Brief: Print the listing below only from the line that has "ring pip: (400, 176)" through the line that has "middle dip: (162, 159)", exactly, and drop any picture.

Data:
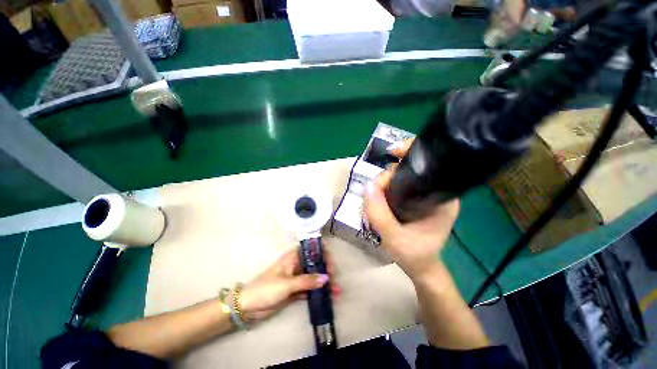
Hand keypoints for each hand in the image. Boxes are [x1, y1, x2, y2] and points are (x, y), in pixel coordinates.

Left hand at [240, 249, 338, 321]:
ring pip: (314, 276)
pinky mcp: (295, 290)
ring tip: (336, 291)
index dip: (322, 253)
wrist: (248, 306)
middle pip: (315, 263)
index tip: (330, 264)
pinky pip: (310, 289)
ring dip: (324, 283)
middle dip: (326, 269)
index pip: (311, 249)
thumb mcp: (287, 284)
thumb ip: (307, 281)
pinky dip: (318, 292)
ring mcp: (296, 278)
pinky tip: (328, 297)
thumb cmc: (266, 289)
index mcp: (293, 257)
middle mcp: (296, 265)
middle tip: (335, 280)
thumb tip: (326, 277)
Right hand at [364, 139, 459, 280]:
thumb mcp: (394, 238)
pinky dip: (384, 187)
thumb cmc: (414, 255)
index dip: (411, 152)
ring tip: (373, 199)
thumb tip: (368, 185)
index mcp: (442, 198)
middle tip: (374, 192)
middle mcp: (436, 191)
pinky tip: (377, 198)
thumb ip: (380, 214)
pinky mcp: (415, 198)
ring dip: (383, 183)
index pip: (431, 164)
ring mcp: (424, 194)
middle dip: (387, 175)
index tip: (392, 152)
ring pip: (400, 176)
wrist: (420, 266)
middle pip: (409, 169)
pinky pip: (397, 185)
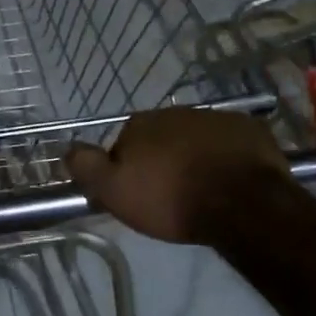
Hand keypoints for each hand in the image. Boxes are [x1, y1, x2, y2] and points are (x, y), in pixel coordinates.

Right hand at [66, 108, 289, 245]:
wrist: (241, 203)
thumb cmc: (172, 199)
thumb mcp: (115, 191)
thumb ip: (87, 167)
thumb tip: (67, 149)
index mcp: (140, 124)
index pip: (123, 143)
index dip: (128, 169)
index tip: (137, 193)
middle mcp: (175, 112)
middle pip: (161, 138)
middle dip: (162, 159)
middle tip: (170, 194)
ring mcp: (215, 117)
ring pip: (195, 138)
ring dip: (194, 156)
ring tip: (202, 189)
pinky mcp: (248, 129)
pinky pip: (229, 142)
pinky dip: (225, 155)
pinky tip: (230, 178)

...

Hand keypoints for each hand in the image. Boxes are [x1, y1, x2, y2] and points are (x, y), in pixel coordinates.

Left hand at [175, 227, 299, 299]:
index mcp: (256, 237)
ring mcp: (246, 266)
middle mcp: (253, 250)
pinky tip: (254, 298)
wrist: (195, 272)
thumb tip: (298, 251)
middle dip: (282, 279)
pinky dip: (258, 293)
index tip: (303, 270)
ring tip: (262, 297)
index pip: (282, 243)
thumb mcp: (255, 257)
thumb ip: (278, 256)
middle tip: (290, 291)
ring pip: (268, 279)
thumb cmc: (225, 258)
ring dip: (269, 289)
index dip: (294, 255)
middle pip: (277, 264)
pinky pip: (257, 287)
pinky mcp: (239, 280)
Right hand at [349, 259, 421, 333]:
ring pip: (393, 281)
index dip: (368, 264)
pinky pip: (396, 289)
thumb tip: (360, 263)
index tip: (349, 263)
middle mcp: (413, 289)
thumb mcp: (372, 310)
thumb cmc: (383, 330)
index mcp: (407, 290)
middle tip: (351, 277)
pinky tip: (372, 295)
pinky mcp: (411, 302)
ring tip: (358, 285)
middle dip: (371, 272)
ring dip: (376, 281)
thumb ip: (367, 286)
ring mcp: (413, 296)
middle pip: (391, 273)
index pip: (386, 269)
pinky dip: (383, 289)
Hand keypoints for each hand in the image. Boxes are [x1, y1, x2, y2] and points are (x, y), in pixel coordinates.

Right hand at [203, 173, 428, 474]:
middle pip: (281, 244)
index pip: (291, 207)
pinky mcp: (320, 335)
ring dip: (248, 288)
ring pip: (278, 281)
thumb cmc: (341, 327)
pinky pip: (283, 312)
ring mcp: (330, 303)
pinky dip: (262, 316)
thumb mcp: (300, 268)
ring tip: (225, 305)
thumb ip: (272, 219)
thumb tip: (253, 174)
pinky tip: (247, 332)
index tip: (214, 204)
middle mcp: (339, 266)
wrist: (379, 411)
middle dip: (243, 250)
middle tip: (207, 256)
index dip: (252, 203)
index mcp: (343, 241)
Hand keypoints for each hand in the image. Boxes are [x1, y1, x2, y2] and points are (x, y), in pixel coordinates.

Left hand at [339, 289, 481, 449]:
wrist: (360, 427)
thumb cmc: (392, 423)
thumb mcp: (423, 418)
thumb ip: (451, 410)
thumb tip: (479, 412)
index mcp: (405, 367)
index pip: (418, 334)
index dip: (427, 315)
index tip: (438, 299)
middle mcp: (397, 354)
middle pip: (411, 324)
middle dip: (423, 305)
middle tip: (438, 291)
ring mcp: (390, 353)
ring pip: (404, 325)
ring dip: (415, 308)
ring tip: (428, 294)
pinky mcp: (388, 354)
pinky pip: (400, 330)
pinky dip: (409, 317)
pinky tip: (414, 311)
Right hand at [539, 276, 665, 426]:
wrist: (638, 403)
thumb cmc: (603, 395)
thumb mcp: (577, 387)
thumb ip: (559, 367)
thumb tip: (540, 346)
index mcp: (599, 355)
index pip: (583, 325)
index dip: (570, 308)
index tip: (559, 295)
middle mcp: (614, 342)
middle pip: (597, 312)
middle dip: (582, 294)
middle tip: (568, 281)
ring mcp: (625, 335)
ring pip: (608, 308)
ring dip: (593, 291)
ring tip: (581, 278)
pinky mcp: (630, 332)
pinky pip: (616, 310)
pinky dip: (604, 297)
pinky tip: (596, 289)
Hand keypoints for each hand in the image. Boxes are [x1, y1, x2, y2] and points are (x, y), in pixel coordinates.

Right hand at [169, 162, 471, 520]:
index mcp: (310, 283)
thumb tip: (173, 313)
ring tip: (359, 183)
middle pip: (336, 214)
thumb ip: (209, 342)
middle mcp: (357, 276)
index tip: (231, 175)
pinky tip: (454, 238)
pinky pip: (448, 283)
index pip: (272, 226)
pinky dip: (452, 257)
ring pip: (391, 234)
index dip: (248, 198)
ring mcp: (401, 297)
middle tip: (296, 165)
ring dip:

==

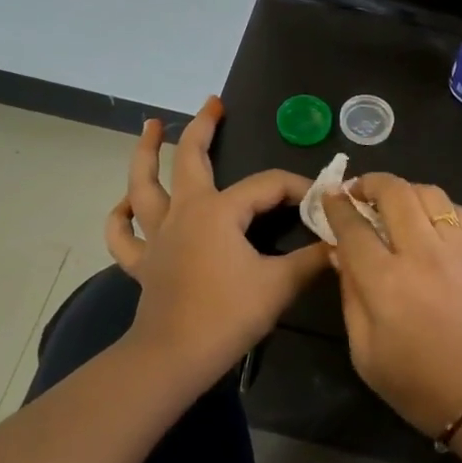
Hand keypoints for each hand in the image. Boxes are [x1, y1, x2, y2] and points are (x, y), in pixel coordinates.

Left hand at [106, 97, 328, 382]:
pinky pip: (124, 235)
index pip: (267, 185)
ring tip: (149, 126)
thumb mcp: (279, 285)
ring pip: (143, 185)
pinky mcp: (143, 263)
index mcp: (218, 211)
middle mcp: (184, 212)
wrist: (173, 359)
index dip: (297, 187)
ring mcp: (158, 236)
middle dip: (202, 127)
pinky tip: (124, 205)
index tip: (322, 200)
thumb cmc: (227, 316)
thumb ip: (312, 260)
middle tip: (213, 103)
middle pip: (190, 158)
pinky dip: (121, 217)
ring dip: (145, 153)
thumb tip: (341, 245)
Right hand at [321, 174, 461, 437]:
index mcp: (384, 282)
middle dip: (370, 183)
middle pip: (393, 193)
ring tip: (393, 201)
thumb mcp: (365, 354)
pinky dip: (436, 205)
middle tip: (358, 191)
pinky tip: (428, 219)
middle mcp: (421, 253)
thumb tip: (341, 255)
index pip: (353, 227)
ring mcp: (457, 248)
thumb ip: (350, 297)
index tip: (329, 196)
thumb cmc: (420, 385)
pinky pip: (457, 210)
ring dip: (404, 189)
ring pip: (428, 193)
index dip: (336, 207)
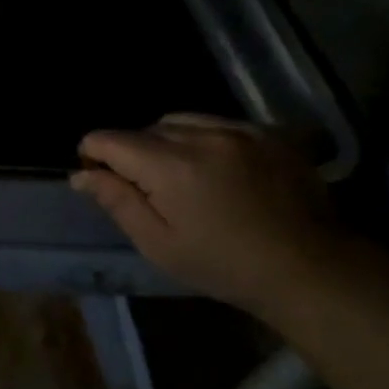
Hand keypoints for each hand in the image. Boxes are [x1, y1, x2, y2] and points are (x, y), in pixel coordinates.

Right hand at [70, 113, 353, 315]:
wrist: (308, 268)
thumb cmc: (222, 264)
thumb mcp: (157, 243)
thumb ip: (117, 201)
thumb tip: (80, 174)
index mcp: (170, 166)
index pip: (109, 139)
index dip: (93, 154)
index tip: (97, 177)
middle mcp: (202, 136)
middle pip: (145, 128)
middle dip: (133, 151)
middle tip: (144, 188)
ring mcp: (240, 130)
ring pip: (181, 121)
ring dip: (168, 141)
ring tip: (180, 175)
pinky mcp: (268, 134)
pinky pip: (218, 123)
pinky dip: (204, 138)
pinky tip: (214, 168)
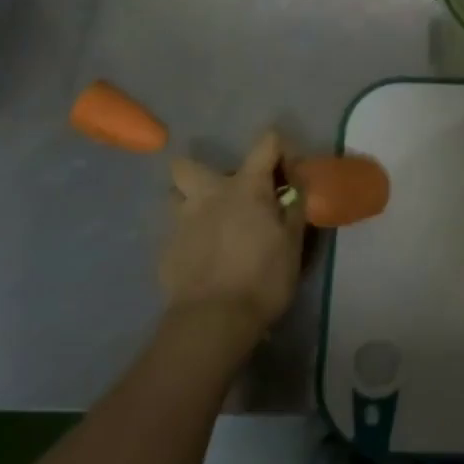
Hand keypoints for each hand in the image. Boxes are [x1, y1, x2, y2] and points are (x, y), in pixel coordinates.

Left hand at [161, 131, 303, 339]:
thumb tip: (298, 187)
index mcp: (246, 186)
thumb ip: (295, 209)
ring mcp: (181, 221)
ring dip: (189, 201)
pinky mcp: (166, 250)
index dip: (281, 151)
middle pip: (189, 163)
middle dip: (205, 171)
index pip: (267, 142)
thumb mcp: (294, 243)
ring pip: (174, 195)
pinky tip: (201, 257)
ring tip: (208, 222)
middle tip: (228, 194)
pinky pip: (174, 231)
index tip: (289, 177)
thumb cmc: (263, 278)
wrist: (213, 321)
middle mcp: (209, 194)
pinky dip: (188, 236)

Solution to the exercise:
ring pip: (400, 176)
wrist: (420, 266)
middle pip: (409, 169)
pinky pip: (397, 185)
Hand keypoints for each hand in the image. Boxes are [x1, y1, x2, y2] and points are (x, y), in pixel coordinates.

Right hand at [66, 108, 289, 245]:
wrist: (241, 203)
thumb cmc: (172, 199)
thumb mcp: (115, 191)
thumb ip: (87, 167)
thumb tip: (67, 149)
index mcp: (140, 124)
index pip: (123, 143)
index dip: (128, 169)
index tip: (137, 193)
middle mcp: (175, 112)
middle pip: (161, 138)
middle dip: (162, 159)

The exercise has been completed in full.